Emotional Homecoming

Taylor Bohannon, of Douglas, buries her teary face into her brother, Sergeant Dustin Bohannon’s shoulder at Casper International Airport last Wednesday. Dustin had been deployed in Bagram, Afghanistan for nearly a year.

Tears dropped to the Casper airport carpet from nearly every eye. Nearly in unison, the group rose to their toes each time a passenger walked through the terminal. The anticipation of their heroes’ homecoming hung in the air like a fog. Waves of strangers stepped off the plane before the troops – all with direct links to Douglas – finally appeared.

The tears, hugs, smiles and laughter exploded onto the emotional scene in the Natrona County International Airport lobby.

Four members of the Army National Guard Alpha Battery 2/300th Field Artillery Unit – Sergeant Bailey Bohannon of Douglas, Specialist Felicity Jones of Douglas, Sergeant Dustin Bohannon of Casper and Corporal Tyler Stovall of Casper – were welcomed by open arms and wet faces as they came home from Bagram, Afghanistan after nearly a year away from their families.

Amanda Bohannon, Bailey’s mother, had been counting the days since her little girl left – 317.

“The only thing I’ve been able to think all day is that my baby girl is coming home, and my hero is coming home,” Amanda said just before her tearful reunion with Bailey.

Bohannon left the U.S. with her half-brother Dustin Bohannon, but came back with two more siblings – Stoll and Jones.

“I feel that we’re closer than sisters,” Jones said about Bailey, “We definitely have a bond that not many people have.”

Bailey mentioned that she and Jones went through a lot of hardships in Afghanistan.

“There was a lot of uncertainty over there,” she said. “We never really knew what was going to happen. It was a gamble every single day.”

Tonya Pantuso, Dustin’s mom, has an especially close relationship with her son.

“I got pregnant when I was 17, and I raised him pretty much by myself. It’s always been just me and Dustin. We work together. We’re just really, really close.”

Dustin said that it was emotionally overwhelming seeing his family after come back from overseas.

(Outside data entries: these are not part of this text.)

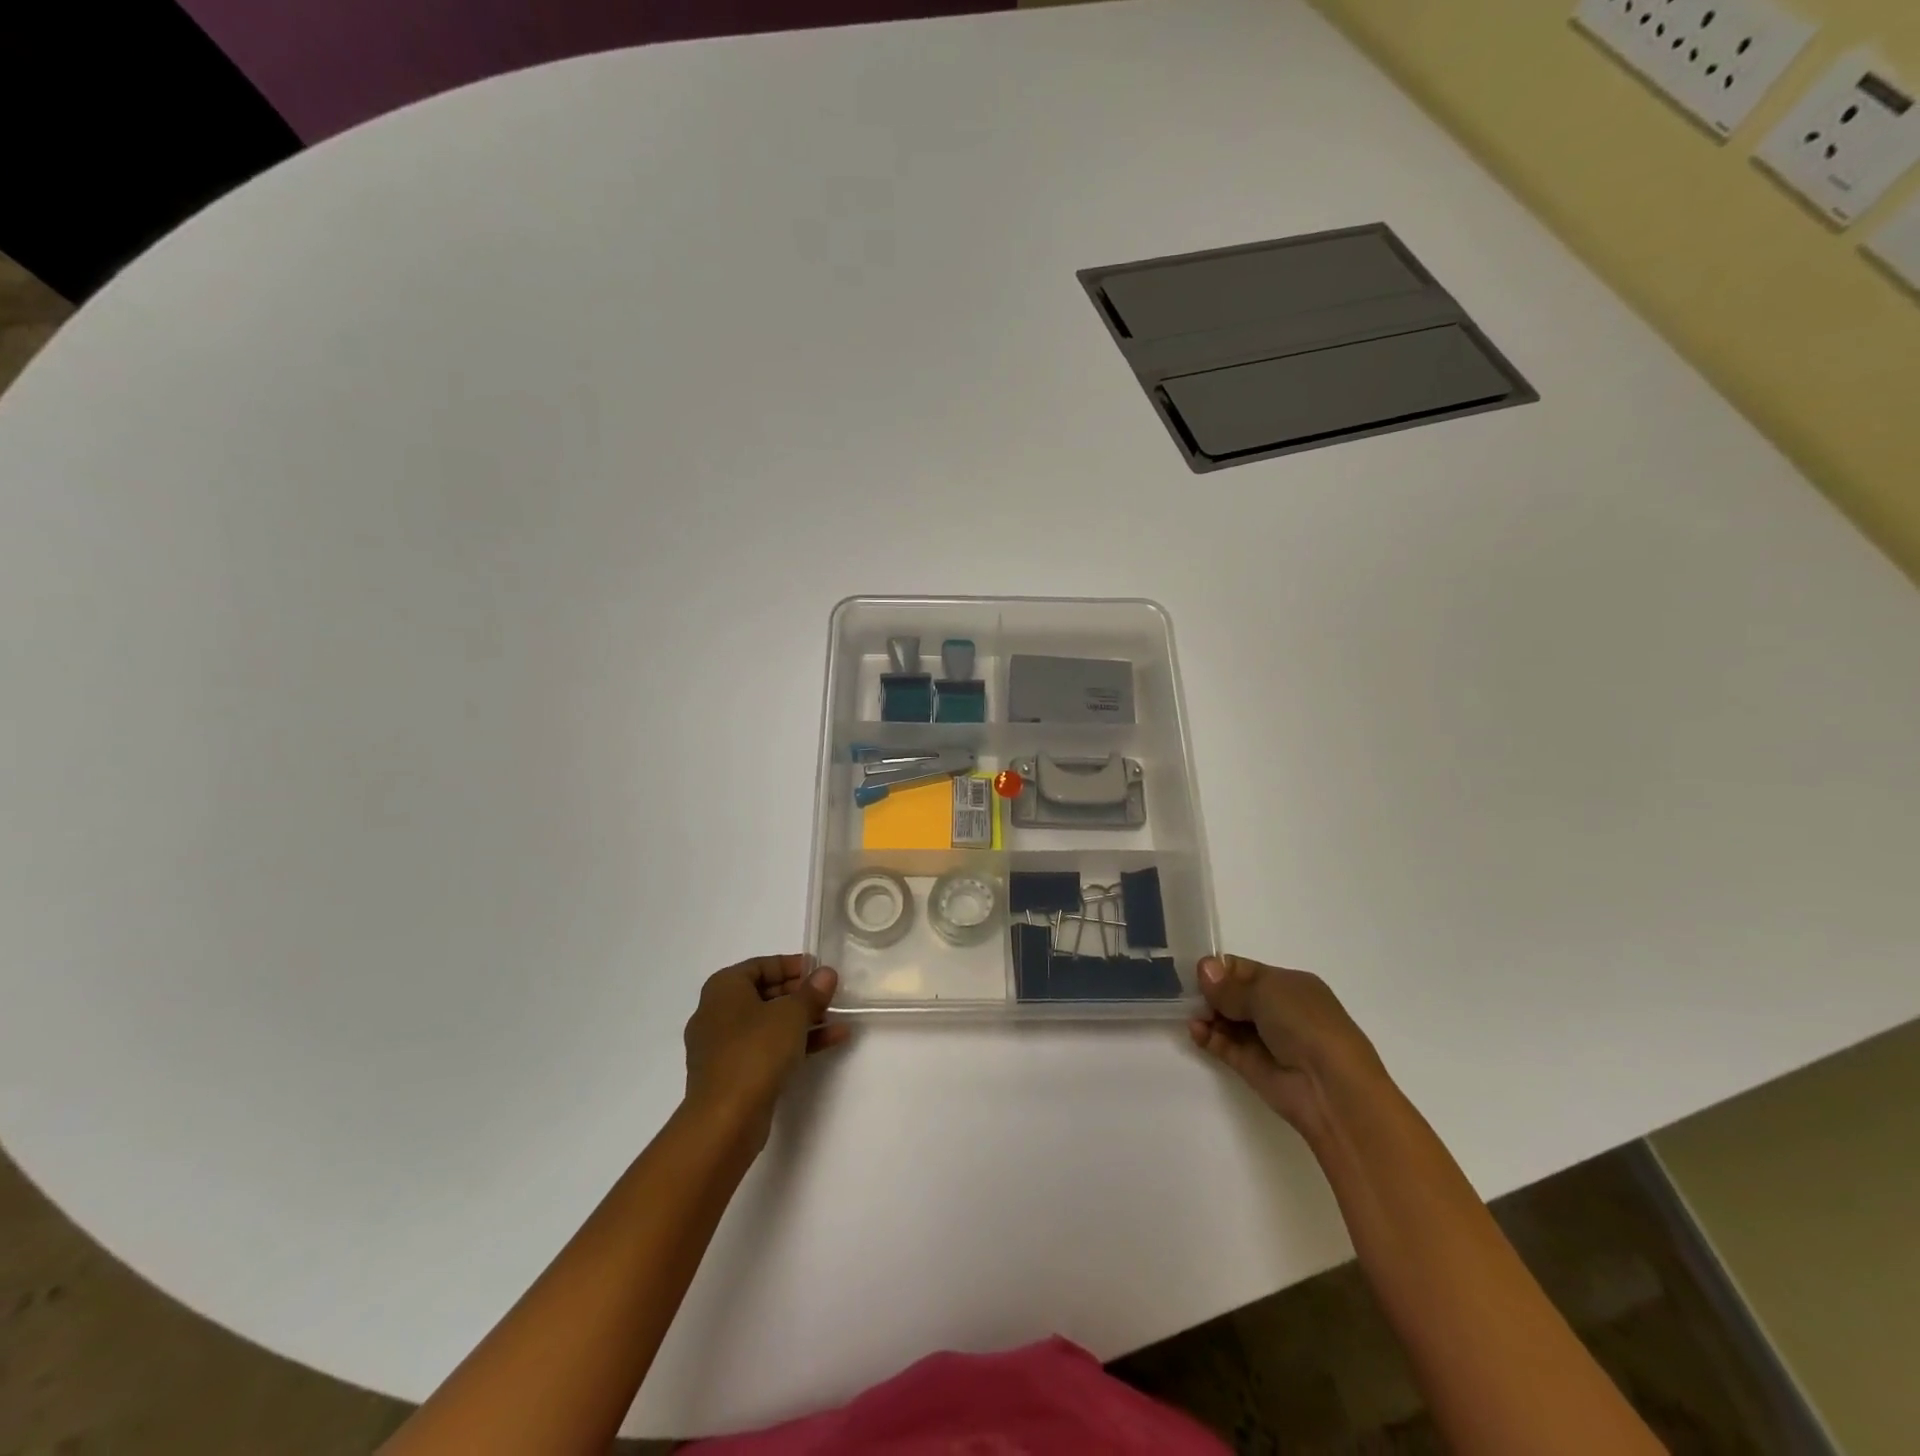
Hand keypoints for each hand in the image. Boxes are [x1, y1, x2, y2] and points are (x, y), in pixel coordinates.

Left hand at [683, 955, 848, 1149]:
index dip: (793, 965)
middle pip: (765, 994)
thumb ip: (812, 992)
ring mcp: (723, 1047)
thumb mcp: (792, 1014)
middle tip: (831, 995)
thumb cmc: (755, 1051)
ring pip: (769, 1024)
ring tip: (838, 1018)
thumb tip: (826, 974)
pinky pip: (767, 1048)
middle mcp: (717, 1013)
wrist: (725, 1120)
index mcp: (723, 988)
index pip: (761, 965)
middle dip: (801, 994)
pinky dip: (795, 1042)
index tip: (820, 970)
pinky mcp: (733, 1074)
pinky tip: (832, 1041)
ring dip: (804, 1019)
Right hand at [1189, 955, 1383, 1139]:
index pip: (1246, 970)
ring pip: (1228, 1021)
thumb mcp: (1267, 992)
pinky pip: (1225, 1046)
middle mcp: (1279, 1010)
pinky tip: (1195, 1030)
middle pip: (1234, 995)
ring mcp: (1266, 1040)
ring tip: (1190, 1013)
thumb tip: (1203, 969)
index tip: (1194, 971)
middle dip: (1210, 992)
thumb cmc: (1305, 1024)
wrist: (1332, 1088)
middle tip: (1185, 992)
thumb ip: (1230, 985)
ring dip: (1207, 1015)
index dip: (1220, 969)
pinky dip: (1208, 1037)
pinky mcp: (1253, 1067)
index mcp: (1290, 985)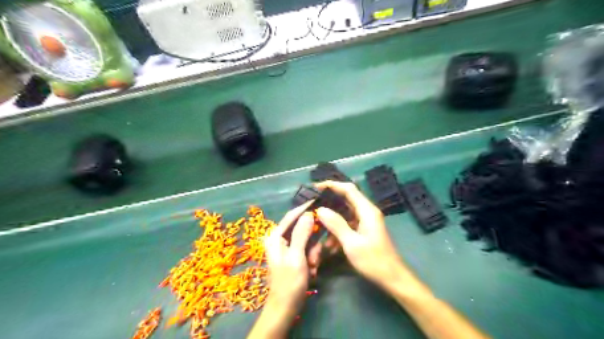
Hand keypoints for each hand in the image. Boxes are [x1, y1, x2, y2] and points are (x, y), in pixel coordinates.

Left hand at [266, 203, 316, 313]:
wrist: (285, 309)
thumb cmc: (289, 283)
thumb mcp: (297, 257)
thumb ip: (301, 234)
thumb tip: (308, 213)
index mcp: (275, 236)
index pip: (291, 215)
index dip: (305, 208)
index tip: (319, 199)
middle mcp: (279, 238)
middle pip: (302, 228)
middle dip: (312, 242)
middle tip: (315, 257)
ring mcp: (286, 247)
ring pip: (307, 240)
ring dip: (313, 253)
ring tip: (312, 267)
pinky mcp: (293, 255)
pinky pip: (307, 249)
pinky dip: (311, 258)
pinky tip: (311, 271)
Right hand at [314, 181, 402, 287]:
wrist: (392, 278)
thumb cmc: (373, 260)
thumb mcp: (351, 243)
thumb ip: (336, 224)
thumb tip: (321, 209)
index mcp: (367, 210)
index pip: (348, 189)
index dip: (332, 185)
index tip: (316, 187)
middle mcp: (367, 212)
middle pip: (346, 199)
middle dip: (329, 202)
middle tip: (313, 205)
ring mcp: (366, 221)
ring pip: (345, 213)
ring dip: (332, 220)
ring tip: (318, 227)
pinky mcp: (364, 230)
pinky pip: (348, 224)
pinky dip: (338, 230)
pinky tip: (329, 244)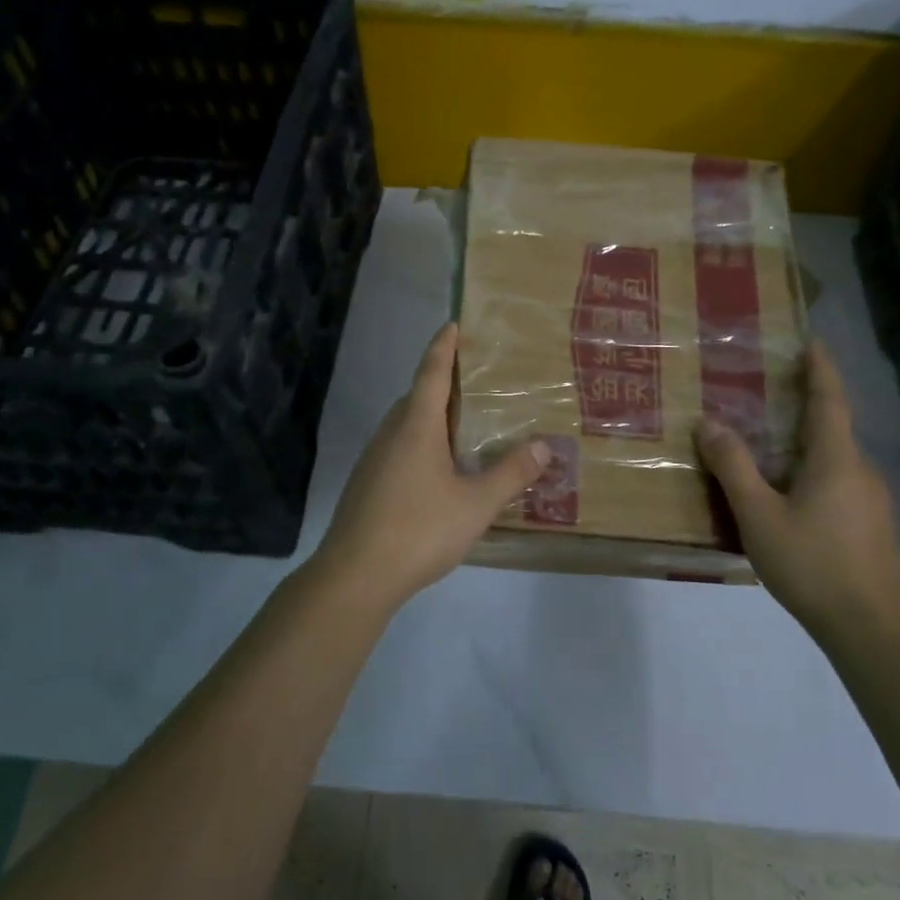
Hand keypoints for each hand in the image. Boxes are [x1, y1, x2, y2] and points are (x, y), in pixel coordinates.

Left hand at [308, 323, 548, 612]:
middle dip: (443, 383)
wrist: (355, 575)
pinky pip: (400, 448)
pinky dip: (422, 444)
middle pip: (418, 396)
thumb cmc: (418, 529)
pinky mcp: (368, 484)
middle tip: (477, 382)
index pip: (431, 372)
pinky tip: (441, 471)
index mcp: (416, 426)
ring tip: (466, 425)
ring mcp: (375, 459)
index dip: (443, 346)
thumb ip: (511, 474)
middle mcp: (391, 433)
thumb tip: (545, 446)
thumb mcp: (476, 504)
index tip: (453, 324)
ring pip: (407, 425)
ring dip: (432, 417)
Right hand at [695, 341, 899, 642]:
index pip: (829, 399)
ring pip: (832, 457)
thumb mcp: (759, 516)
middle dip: (803, 403)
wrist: (870, 629)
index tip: (809, 340)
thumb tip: (708, 423)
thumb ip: (733, 467)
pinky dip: (810, 469)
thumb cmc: (812, 565)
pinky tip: (786, 492)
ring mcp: (870, 500)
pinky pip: (836, 481)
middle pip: (831, 425)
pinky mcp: (870, 526)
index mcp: (835, 459)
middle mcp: (859, 470)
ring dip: (803, 440)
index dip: (819, 367)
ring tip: (766, 440)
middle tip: (766, 389)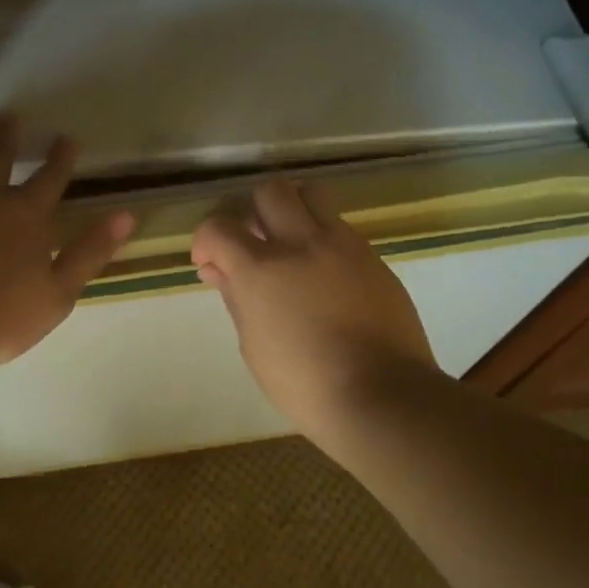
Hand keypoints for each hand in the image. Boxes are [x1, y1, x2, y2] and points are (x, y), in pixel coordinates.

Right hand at [192, 178, 434, 438]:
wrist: (383, 395)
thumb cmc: (305, 383)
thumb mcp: (254, 344)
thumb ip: (235, 297)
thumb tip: (218, 270)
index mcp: (262, 269)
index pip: (218, 226)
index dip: (205, 240)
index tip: (210, 263)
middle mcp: (301, 243)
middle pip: (270, 191)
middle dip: (252, 211)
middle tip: (253, 244)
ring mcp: (343, 246)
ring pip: (312, 195)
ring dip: (292, 211)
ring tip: (290, 246)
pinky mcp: (373, 257)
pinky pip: (341, 227)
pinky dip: (322, 238)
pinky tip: (323, 273)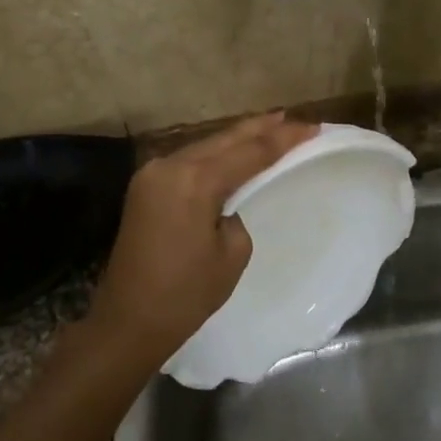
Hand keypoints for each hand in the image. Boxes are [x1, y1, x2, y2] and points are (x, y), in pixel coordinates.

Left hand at [90, 113, 319, 365]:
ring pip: (205, 146)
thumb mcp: (231, 254)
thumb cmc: (185, 295)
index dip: (284, 139)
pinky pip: (188, 161)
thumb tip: (227, 202)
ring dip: (238, 138)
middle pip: (224, 139)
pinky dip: (215, 155)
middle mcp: (169, 166)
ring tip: (271, 127)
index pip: (249, 151)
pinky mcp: (145, 187)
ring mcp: (152, 174)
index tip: (313, 127)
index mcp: (194, 181)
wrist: (127, 321)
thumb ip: (237, 213)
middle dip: (261, 128)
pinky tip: (234, 151)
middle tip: (295, 118)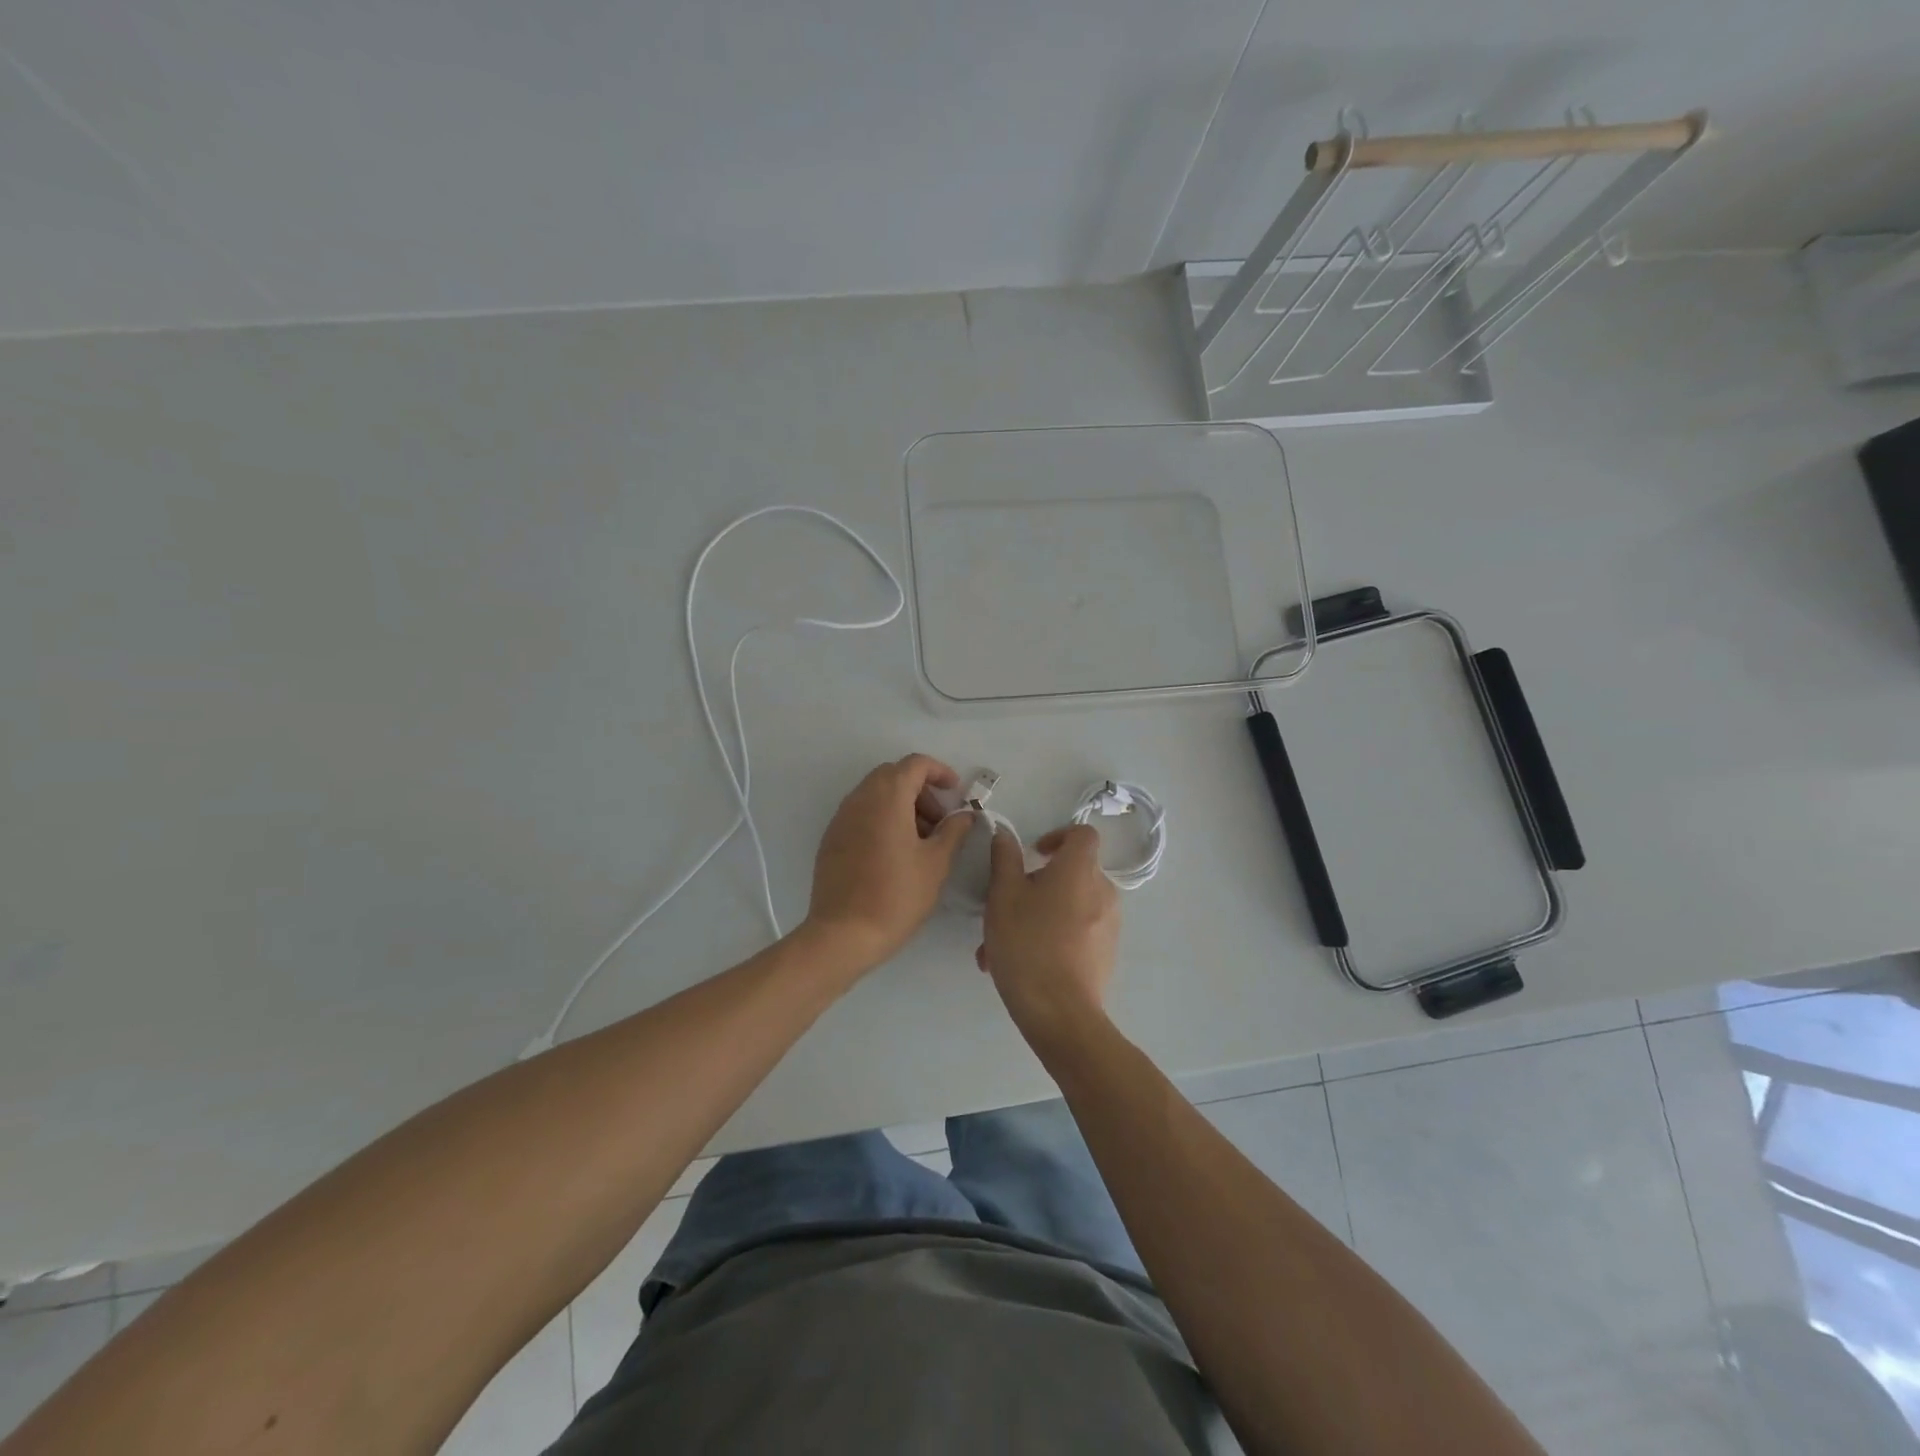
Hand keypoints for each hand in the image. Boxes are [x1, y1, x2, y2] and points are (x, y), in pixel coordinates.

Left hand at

“It’s stressful man,” he said, “but being home and seeing my mom, it’s worth it.”

Nancy Nira, Jones’s mom, talked about her overwhelming pride for her daughter.

“She left a little insecure little girl, but now she’s back a stronger more developed woman. She can tackle any challenge now,” she said.

“She grew up on me,” Nira added with tears of joy in her eyes.

Almost all friends and family of the troops have the same plans with their beloved soldiers – to spend as much time with them as possible.

“It’s going to be a tough transition for them,” Amanda said. “So we’ll just help them through that and enjoy the time together.”

Bailey said the transition from soldier life to citizen life will be difficult, but she was glad she had Jones and Dustin to help her through it.

“It’s going to take some time,” Jones said, “but we have each other, and that’s all that matters.”

Bailey has applied to the University of Wyoming and plans to major in business, although her long-term goal is to become a chief in her unit when she is deployed again. She isn’t sure when but is eager to return.

Jones also plans to attend UW to work on a business degree. Dustin works as a mechanic at Globalized Specialized Services in Casper beside his mother. Stoll plans to marry his sweetheart, Delaney Powell.

“I’m just so ready to give him a hug and welcome him home. I’m super excited,” Powell said just before her reunion with her fiance.

“It is unbelievable to come home and see family,” Bailey said with a grin. “We never thought this day would come. Now that it’s here, we’re going to take it all in.”